◆ Task: Would you filter the listing below so that only lines with the word "graph" remain?

◆ Input records:
· · · · · · ·

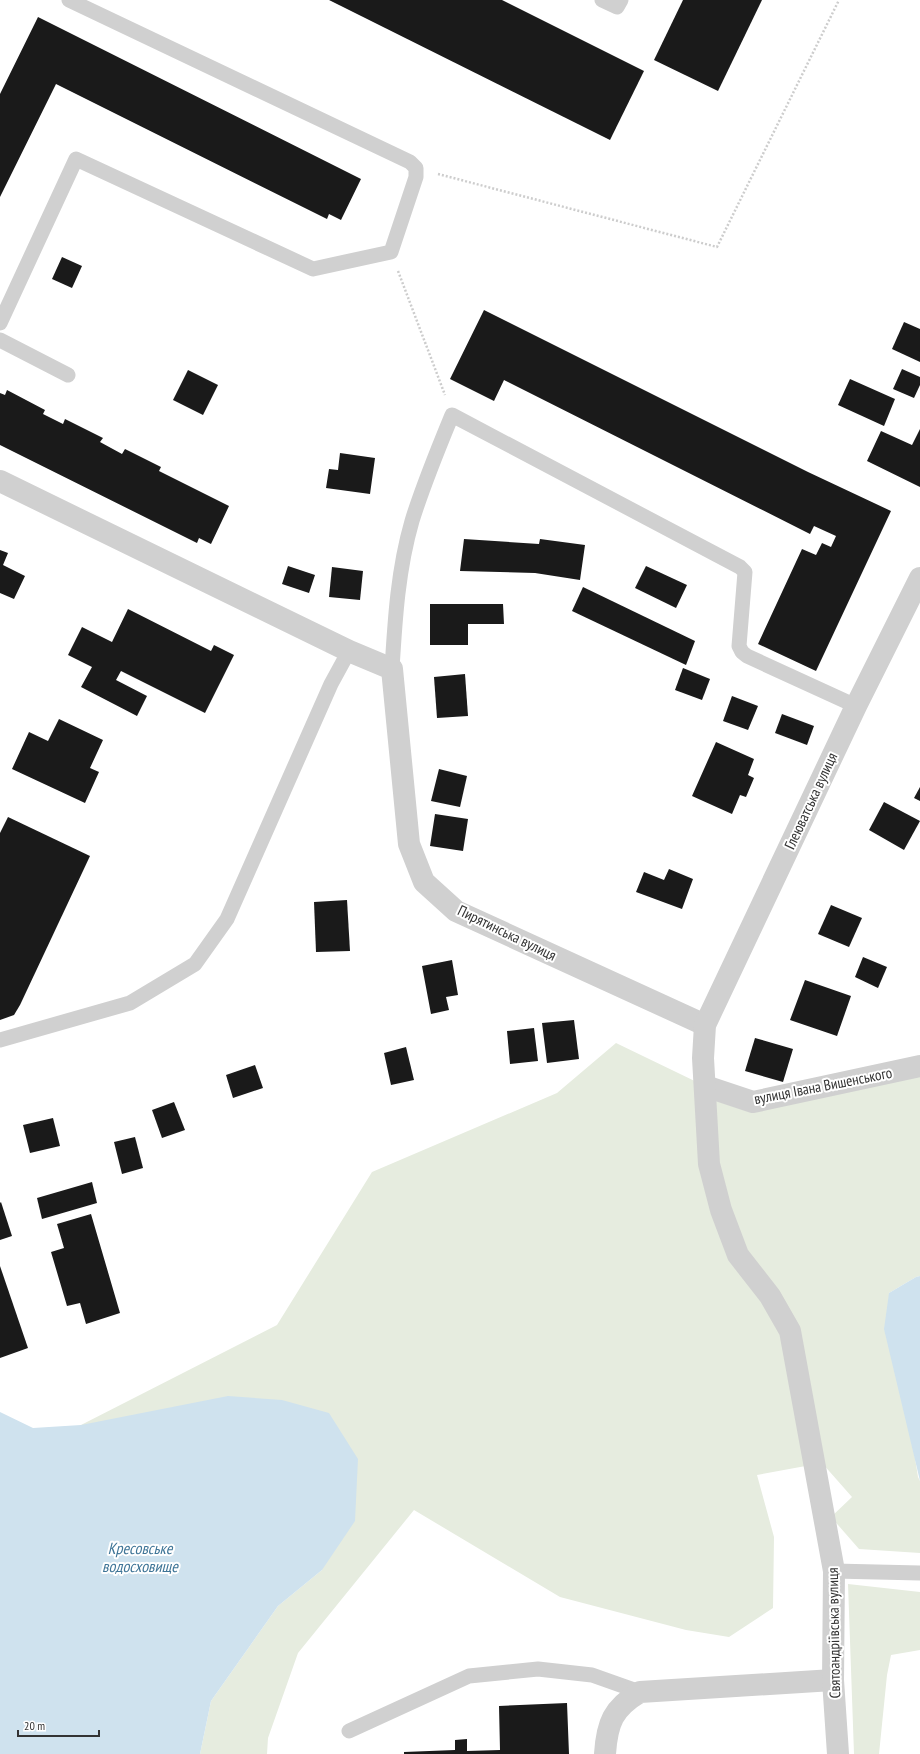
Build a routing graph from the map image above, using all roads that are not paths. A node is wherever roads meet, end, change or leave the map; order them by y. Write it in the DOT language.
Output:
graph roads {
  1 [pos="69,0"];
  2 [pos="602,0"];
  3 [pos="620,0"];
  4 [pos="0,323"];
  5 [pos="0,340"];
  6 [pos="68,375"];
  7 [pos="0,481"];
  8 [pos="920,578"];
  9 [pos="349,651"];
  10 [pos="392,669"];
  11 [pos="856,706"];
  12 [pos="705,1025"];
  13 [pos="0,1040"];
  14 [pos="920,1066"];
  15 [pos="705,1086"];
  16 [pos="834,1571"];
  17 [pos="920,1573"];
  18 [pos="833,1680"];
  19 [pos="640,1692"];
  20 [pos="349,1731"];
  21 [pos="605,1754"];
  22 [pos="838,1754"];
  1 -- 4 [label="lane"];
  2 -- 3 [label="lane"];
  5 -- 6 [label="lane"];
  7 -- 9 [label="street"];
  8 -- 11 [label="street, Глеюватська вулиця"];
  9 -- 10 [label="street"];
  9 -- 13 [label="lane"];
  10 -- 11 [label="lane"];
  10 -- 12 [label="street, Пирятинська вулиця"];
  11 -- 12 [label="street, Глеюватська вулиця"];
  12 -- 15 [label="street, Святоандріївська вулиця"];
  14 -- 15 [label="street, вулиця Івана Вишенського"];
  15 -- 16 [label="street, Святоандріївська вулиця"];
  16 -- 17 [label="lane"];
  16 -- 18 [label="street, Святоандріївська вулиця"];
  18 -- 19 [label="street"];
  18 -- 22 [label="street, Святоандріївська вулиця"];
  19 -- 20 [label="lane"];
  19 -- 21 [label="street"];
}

· · · · · · ·

◆ Result below:
Build a routing graph from the map image above, using all roads that are not paths. A node is wherever roads meet, end, change or leave the map; order them by y. Write it in the DOT language.
graph roads {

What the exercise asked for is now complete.